I'm becoming frustrated as I take these master classes, as I find my time being increasingly consumed by things I no longer find relevant. Everything I do now seems geared toward acing interviews at Microsoft or Oracle (even in algorithms, my favorite class, I have heard "now this is an interview question so pay attn" all too many times). I don't have the time to learn how to do something as simple as setting up a complete backend, or learning objective c to make a fun app without my grades taking a huge hit. This is bothering me.
What should I do? I actually thought about dropping my masters and just learning what I want on my own, but I already paid for the (very) expensive tuition and it's nonrefundable. If I try to learn things on the side then I struggle academically and I probably will half ass the extracurricular programming too. If I  go all in on my masters classes I will end up not learning what I want but will hopefully learn the theory well. On a final note, I'm taking internet and web systems, software systems, and software foundations class next semester, which I think is more practical....
======
chrchang
Thanks for the advice guys. I'm aware of the idea of sunk costs but it sure is
hard to use that idea in practice haha. You are also right in that I am
confusing the role of a masters education and "practical programming". I guess
my real frustration is that I'm getting very impatient, every time I read
about some guy who hacked together some brilliant thing I want to be able to
do the same, but I haven't done anything like that. And then I start to think
that what I'm learning now isn't helpful enough, etc. You're right, I need to
be less short sighted and focus on the long term. In the end I can always take
my time out after I graduate to wrap my head around the "practical
programming", and do small things each week to improve those skills.

Thanks for all the insight!

------
spatten
A Masters Degree, in my opinion, is something you take to _learn_. It's about
delving deeply into an area you want to learn more about.

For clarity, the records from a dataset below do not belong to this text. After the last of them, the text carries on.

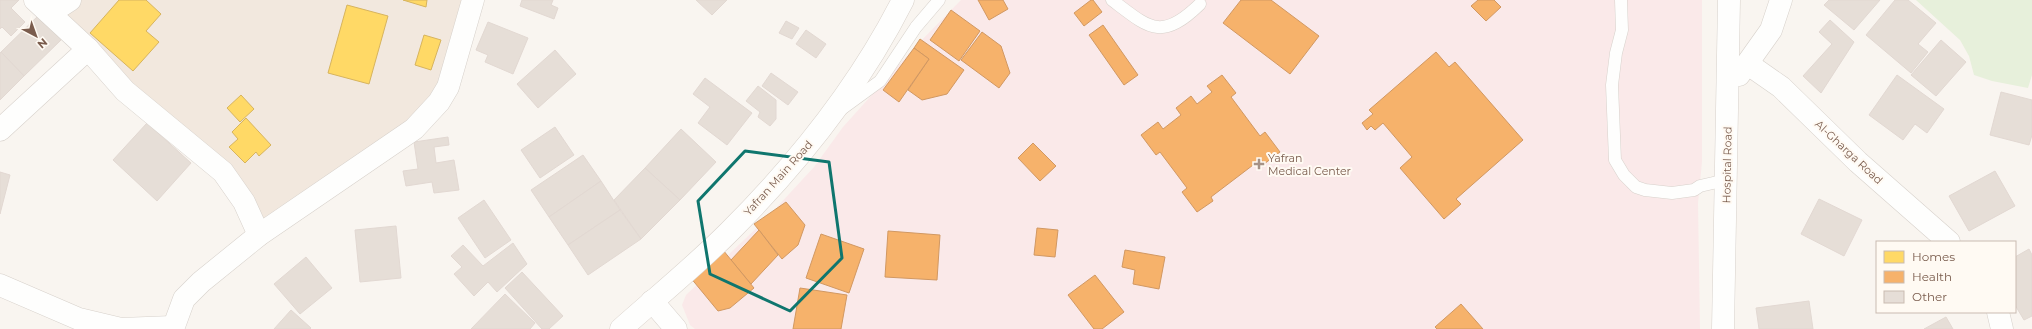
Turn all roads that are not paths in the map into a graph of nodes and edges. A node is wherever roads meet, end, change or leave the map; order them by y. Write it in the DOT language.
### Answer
graph roads {
  1 [pos="70,0"];
  2 [pos="473,0"];
  3 [pos="903,0"];
  4 [pos="939,0"];
  5 [pos="1112,0"];
  6 [pos="1621,0"];
  7 [pos="1729,0"];
  8 [pos="1781,0"];
  9 [pos="1200,4"];
  10 [pos="42,7"];
  11 [pos="88,48"];
  12 [pos="1748,64"];
  13 [pos="1728,90"];
  14 [pos="832,116"];
  15 [pos="0,130"];
  16 [pos="1726,180"];
  17 [pos="259,235"];
  18 [pos="1948,241"];
  19 [pos="0,285"];
  20 [pos="652,301"];
  21 [pos="1998,313"];
  22 [pos="172,328"];
  23 [pos="621,329"];
  24 [pos="676,329"];
  25 [pos="1723,329"];
  26 [pos="2002,329"];
  1 -- 10 [label="street"];
  2 -- 17 [label="street"];
  3 -- 14 [label="street, Yafran Main Road"];
  4 -- 14 [label="lane"];
  5 -- 9 [label="lane"];
  6 -- 16 [label="lane"];
  7 -- 13 [label="street, Hospital Road"];
  8 -- 12 [label="street"];
  10 -- 11 [label="street"];
  11 -- 15 [label="street"];
  11 -- 17 [label="street"];
  12 -- 13 [label="street"];
  12 -- 18 [label="street, Al-Gharga Road"];
  13 -- 16 [label="street, Hospital Road"];
  14 -- 20 [label="street, Yafran Main Road"];
  16 -- 25 [label="street, Hospital Road"];
  17 -- 22 [label="street"];
  19 -- 22 [label="street"];
  20 -- 23 [label="street, Yafran Main Road"];
  20 -- 24 [label="street"];
  21 -- 26 [label="street"];
}
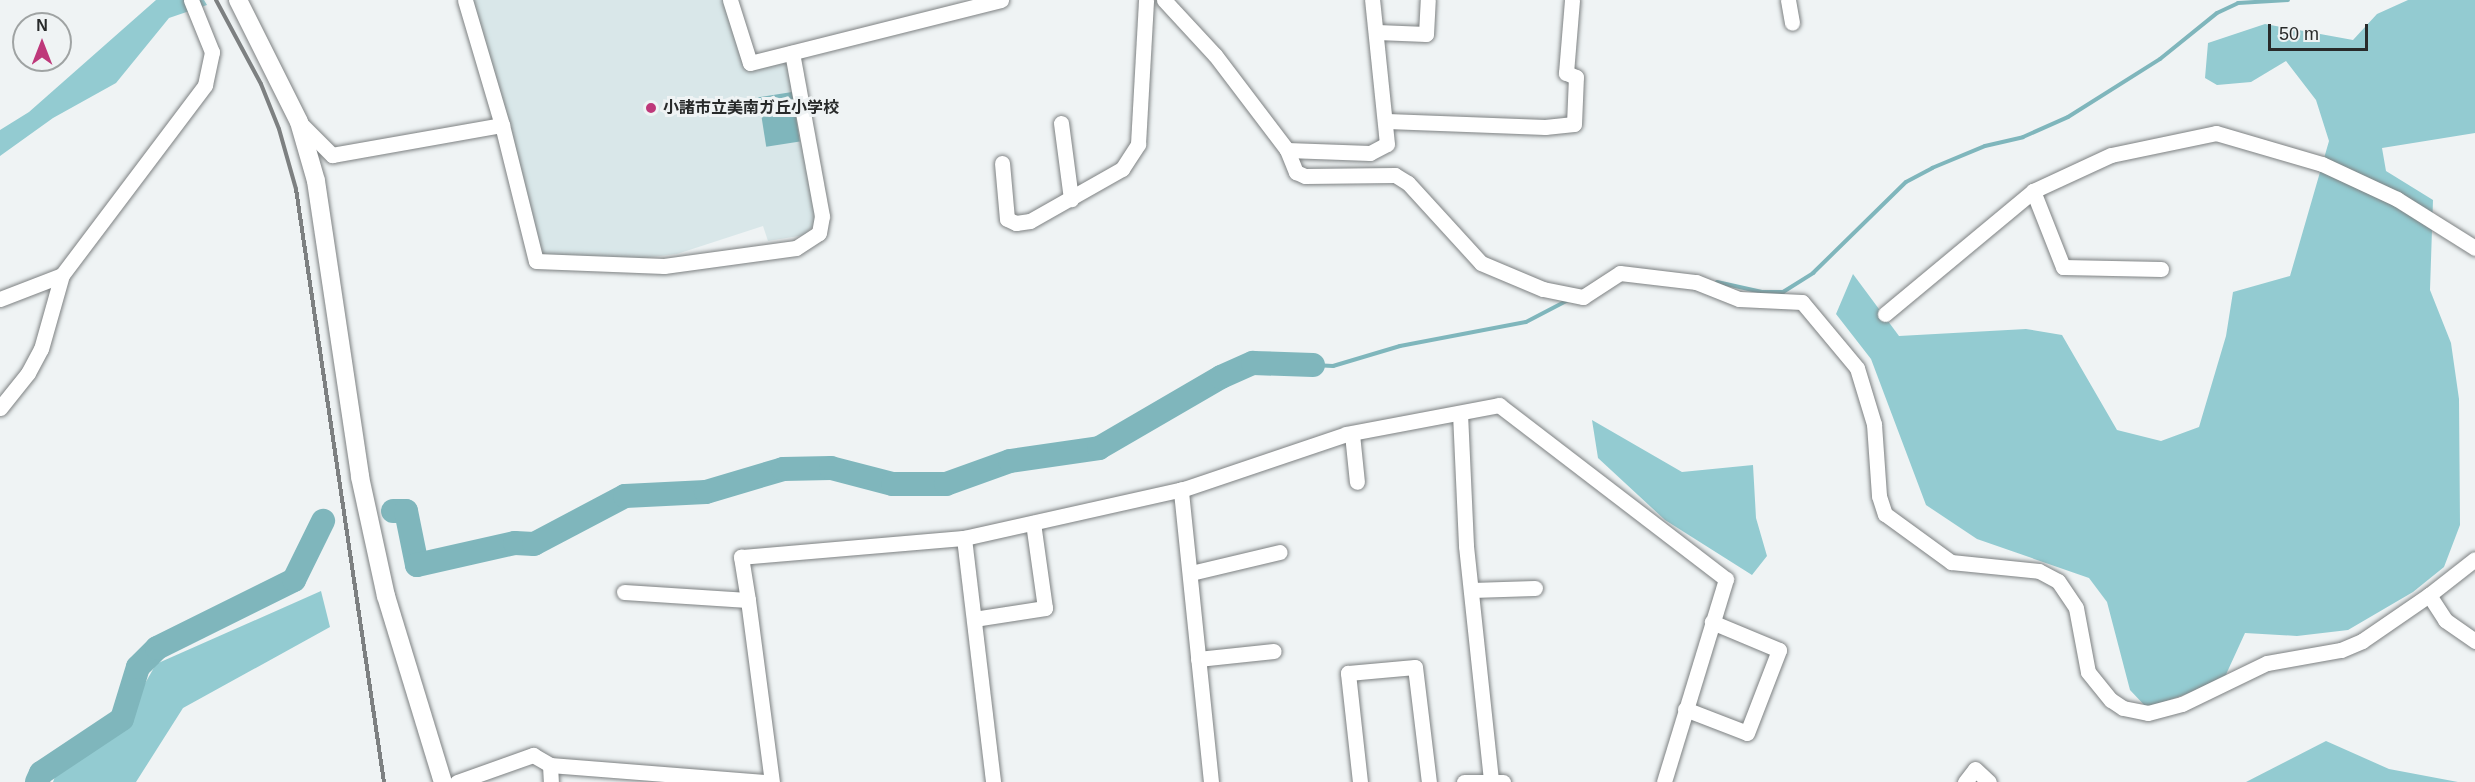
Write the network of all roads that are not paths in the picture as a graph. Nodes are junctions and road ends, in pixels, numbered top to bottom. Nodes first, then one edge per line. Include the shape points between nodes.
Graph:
1 (190, 0) edge
2 (238, 0) edge
3 (465, 0) edge
4 (730, 0) edge
5 (1001, 0) edge
6 (1146, 0) edge
7 (1164, 0) edge
8 (1372, 0) edge
9 (1428, 0) edge
10 (1572, 0) edge
11 (1788, 0) edge
12 (1792, 23) dead end
13 (1377, 32) junction
14 (792, 52) junction
15 (1387, 121) junction
16 (299, 122) junction
17 (1061, 123) dead end
18 (502, 125) junction
19 (1287, 150) junction
20 (1002, 163) dead end
21 (2033, 191) junction
22 (1071, 199) junction
23 (2475, 248) edge
24 (2161, 270) dead end
25 (62, 275) junction
26 (0, 299) edge
27 (1885, 314) dead end
28 (0, 408) edge
29 (1460, 413) junction
30 (1352, 434) junction
31 (1357, 482) dead end
32 (1184, 489) junction
33 (1033, 523) junction
34 (964, 538) junction
35 (1280, 552) dead end
36 (2475, 559) edge
37 (1191, 573) junction
38 (1535, 588) dead end
39 (1471, 590) junction
40 (624, 592) dead end
41 (2429, 595) junction
42 (748, 600) junction
43 (974, 619) junction
44 (1712, 622) junction
45 (2475, 641) edge
46 (1274, 651) dead end
47 (1198, 659) junction
48 (1684, 709) junction
49 (550, 765) junction
50 (1497, 781) edge
51 (443, 782) edge
52 (457, 782) edge
53 (551, 782) edge
54 (767, 782) edge
55 (772, 782) edge
56 (993, 782) edge
57 (1211, 782) edge
58 (1360, 782) edge
59 (1429, 782) edge
60 (1464, 782) edge
61 (1664, 782) edge
62 (1965, 782) edge
63 (1989, 782) edge

1 - 25 street via 212,52 205,85
2 - 16 street
3 - 18 street
4 - 14 street via 750,63
5 - 14 street
6 - 22 street via 1138,144 1115,175
7 - 19 street via 1215,56
8 - 13 street
9 - 13 street via 1426,34
10 - 15 street via 1566,73 1576,77 1574,124 1545,127
11 - 12 street
13 - 15 street
14 - 18 street via 822,216 819,233 796,248 664,266 536,261
15 - 19 street via 1387,144 1370,153
16 - 18 street via 332,155
16 - 51 street via 316,181 360,477 386,596
17 - 22 street
19 - 41 street via 1296,172 1305,176 1395,175 1408,183 1481,263 1543,289 1583,297 1620,273 1696,282 1739,298 1802,302 1857,368 1874,424 1879,496 1885,514 1951,562 2039,571 2058,581 2076,608 2088,672 2110,700 2123,708 2148,713 2182,704 2267,663 2341,650 2362,641
20 - 22 street via 1007,219 1030,221
21 - 23 street via 2111,155 2216,133 2322,164 2397,199
21 - 24 street via 2063,267
21 - 27 street
25 - 26 street
25 - 28 street via 53,294 40,350 28,373
29 - 30 street
29 - 39 street
29 - 44 street via 1499,405 1726,579
30 - 31 street
30 - 32 street
32 - 33 street
32 - 37 street via 1180,490
33 - 34 street
33 - 43 street via 1045,608
34 - 42 street via 741,557
34 - 43 street
35 - 37 street
36 - 41 street
37 - 47 street
38 - 39 street
39 - 50 street
40 - 42 street
41 - 45 street via 2445,620
42 - 55 street
43 - 56 street
44 - 48 street
44 - 48 street via 1779,650 1747,734
46 - 47 street
47 - 57 street
48 - 61 street
49 - 52 street via 533,755
49 - 53 street
49 - 54 street
50 - 60 street
58 - 59 street via 1348,673 1415,667
62 - 63 street via 1975,769

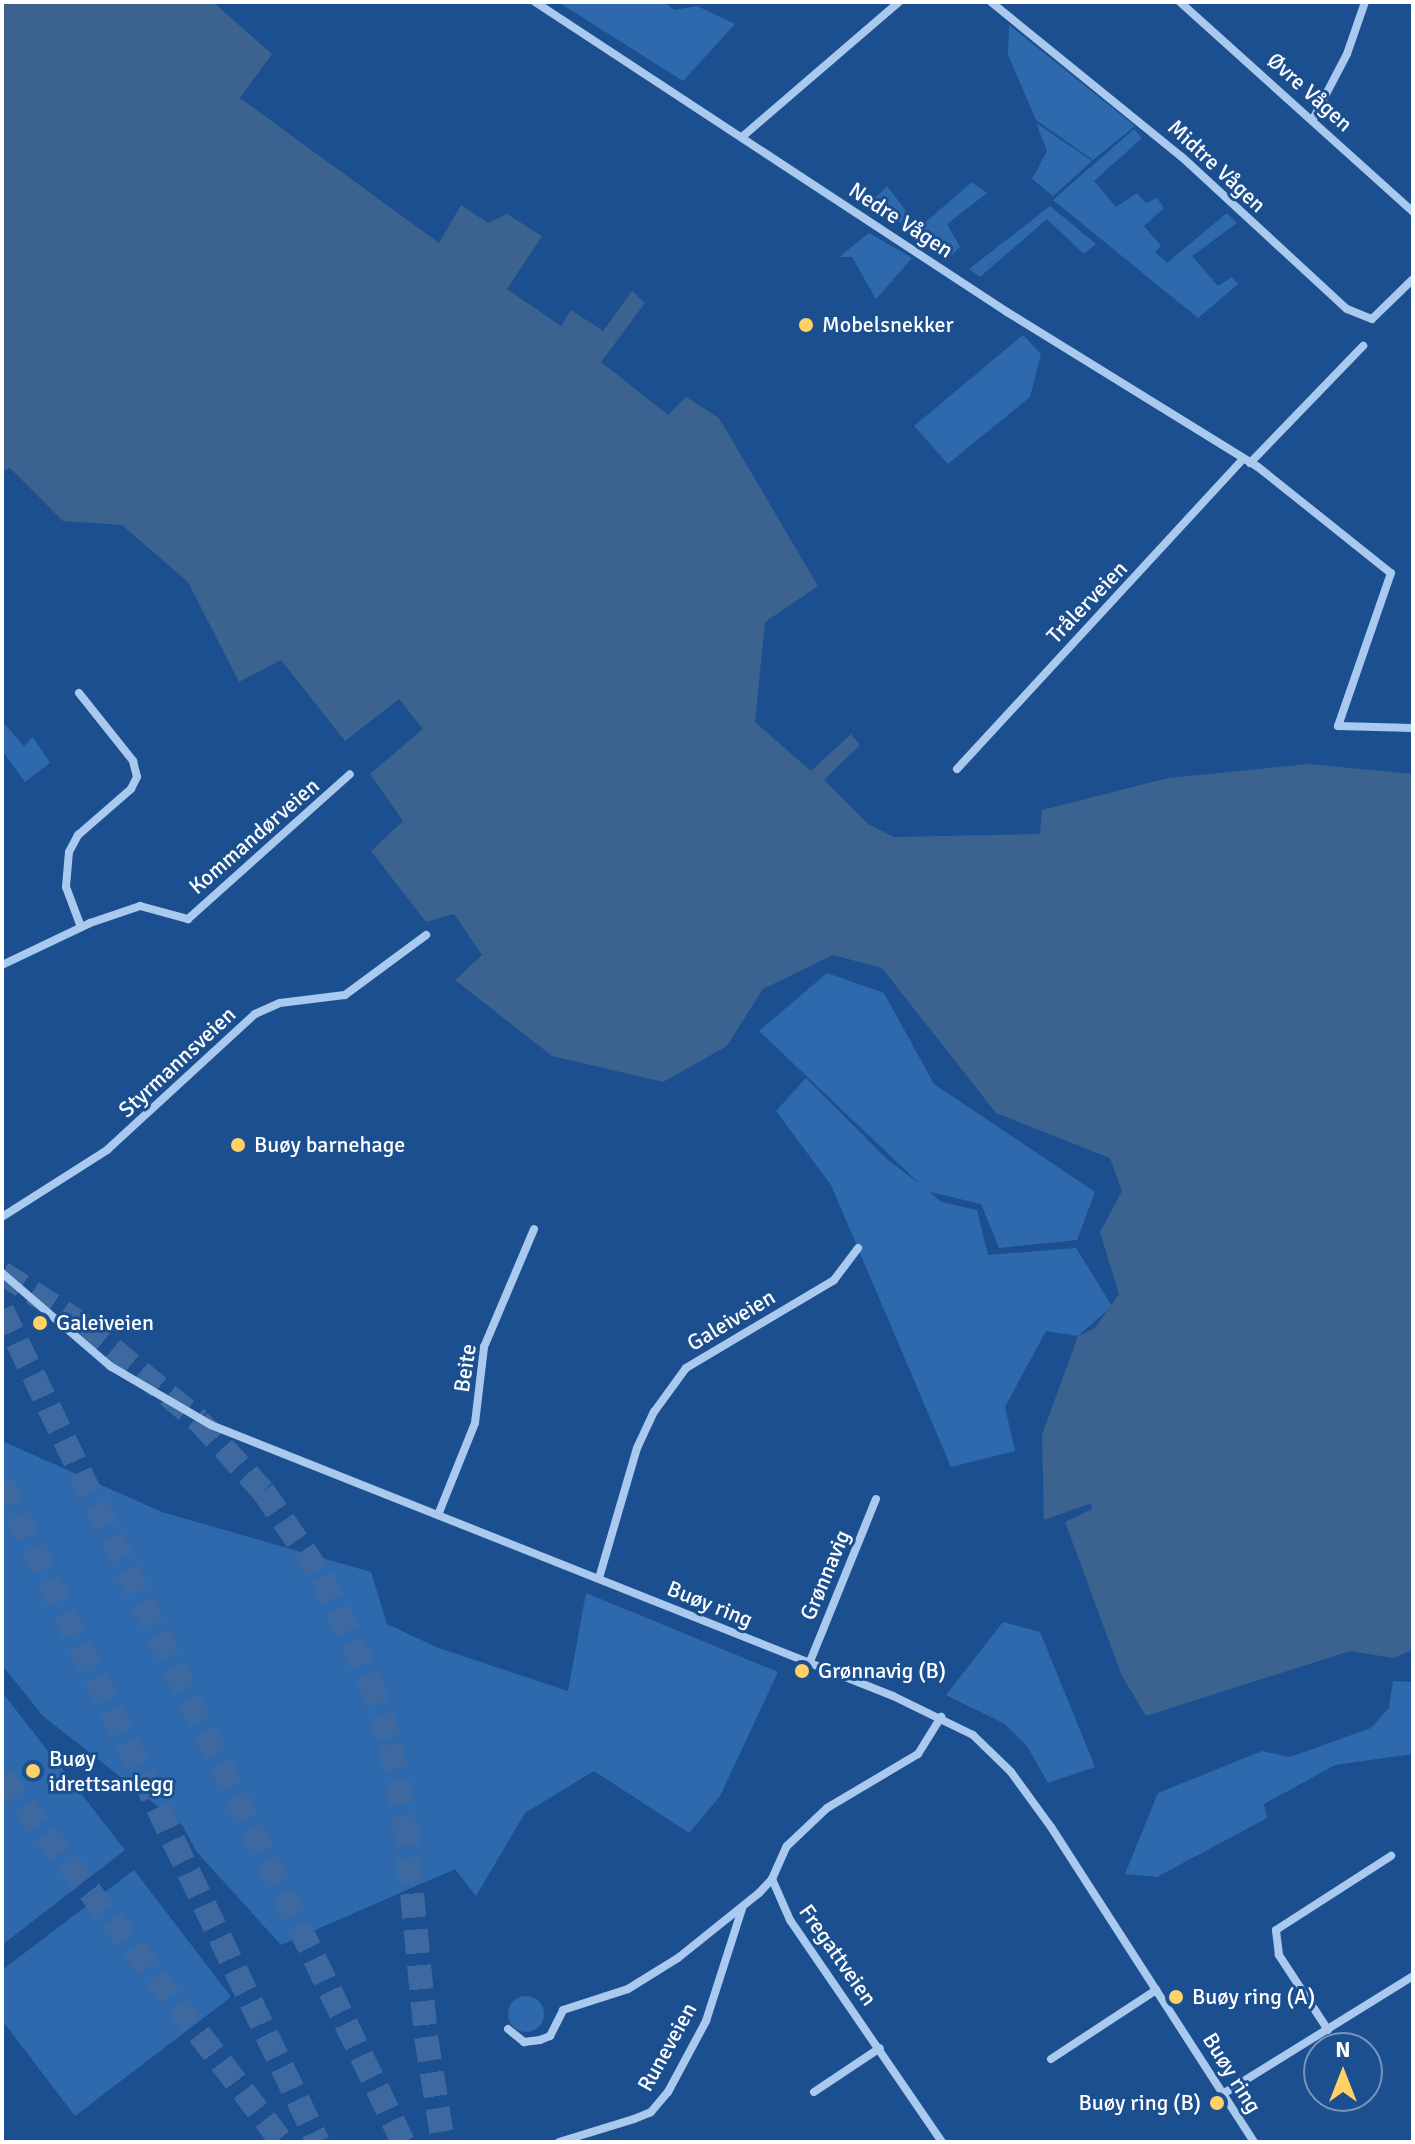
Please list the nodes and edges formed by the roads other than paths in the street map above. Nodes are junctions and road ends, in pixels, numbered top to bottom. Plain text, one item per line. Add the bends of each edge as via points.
1 (535, 2) edge
2 (899, 2) edge
3 (991, 2) edge
4 (1180, 2) edge
5 (1365, 2) edge
6 (1313, 119) junction
7 (742, 137) junction
8 (1413, 212) edge
9 (1413, 279) edge
10 (1363, 346) dead end
11 (1246, 461) junction
12 (79, 693) dead end
13 (1413, 728) edge
14 (957, 769) dead end
15 (350, 774) dead end
16 (81, 927) junction
17 (426, 935) dead end
18 (2, 965) edge
19 (2, 1217) edge
20 (534, 1229) dead end
21 (858, 1248) dead end
22 (2, 1273) edge
23 (876, 1499) dead end
24 (438, 1515) junction
25 (599, 1578) junction
26 (809, 1664) junction
27 (941, 1717) junction
28 (1391, 1856) dead end
29 (772, 1879) junction
30 (742, 1908) junction
31 (1413, 1976) edge
32 (1156, 1990) junction
33 (508, 2029) dead end
34 (1328, 2030) junction
35 (880, 2048) junction
36 (1051, 2059) dead end
37 (814, 2092) dead end
38 (1226, 2092) junction
39 (559, 2142) edge
40 (942, 2142) edge
41 (1254, 2142) edge

1 - 7 street, Nedre Vågen
2 - 7 street
3 - 9 street, Midtre Vågen via 1182,157 1347,309 1372,319
4 - 6 street, Øvre Vågen
5 - 6 street via 1347,54
6 - 8 street, Øvre Vågen
7 - 11 street, Nedre Vågen
10 - 11 street
11 - 13 street, Nedre Vågen via 1391,573 1338,726
11 - 14 street, Trålerveien
12 - 16 street via 133,761 137,777 78,835 69,852 66,887
15 - 16 street, Kommandørveien via 188,919 140,906
16 - 18 street, Kommandørveien
17 - 19 street, Styrmannsveien via 345,995 280,1003 255,1014 107,1150
20 - 24 street, Beite via 484,1347 475,1423
21 - 25 street, Galeiveien via 834,1280 686,1368 654,1412 637,1448
22 - 24 street, Buøy ring via 48,1316 148,1392 211,1425
23 - 26 street, Grønnavig
24 - 25 street, Buøy ring
25 - 26 street, Buøy ring
26 - 27 street, Buøy ring
27 - 29 street, Runeveien via 918,1754 813,1820 776,1862
27 - 32 street, Buøy ring via 995,1753 1023,1787
28 - 34 street via 1276,1930 1279,1955
29 - 30 street, Runeveien
29 - 35 street, Fregattveien via 790,1920
30 - 33 street, Runeveien via 628,1989 563,2010 550,2036 524,2042
30 - 39 street, Runeveien via 706,2021 668,2092 642,2115
31 - 34 street
32 - 36 street
32 - 38 street, Buøy ring
34 - 38 street
35 - 37 street
35 - 40 street, Fregattveien
38 - 41 street, Buøy ring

If you're in the program purely to pick up skills that you need in an average
programming job, then you're going to be frustrated and you're being
inefficient.

If you quit your masters and light the money you're spending on tuition on
fire and then spend your days hacking on an interesting project using
technologies that you want to get a job in, then you're going to be farther
ahead than if you get a masters.

If you're in your masters to learn something that fascinates you, or to pick
up some deep understanding of an area that you want to work on, then stay in.
If not, then seriously consider dropping it.

------
bbulkow
When looking at the question of whether to continue in your masters, it is a
fallacy to consider the (non-refundable) tuition you've paid. This is a "sunk
cost" ( <http://en.wikipedia.org/wiki/Sunk_costs> ). The question you should
ask yourself is simply whether you can pick up the knowledge you want cheaper
and better elsewhere. You've not mentioned your other possible options at this
point (do you have friends with these skills?), nor the amount of time
remaining for the masters degree.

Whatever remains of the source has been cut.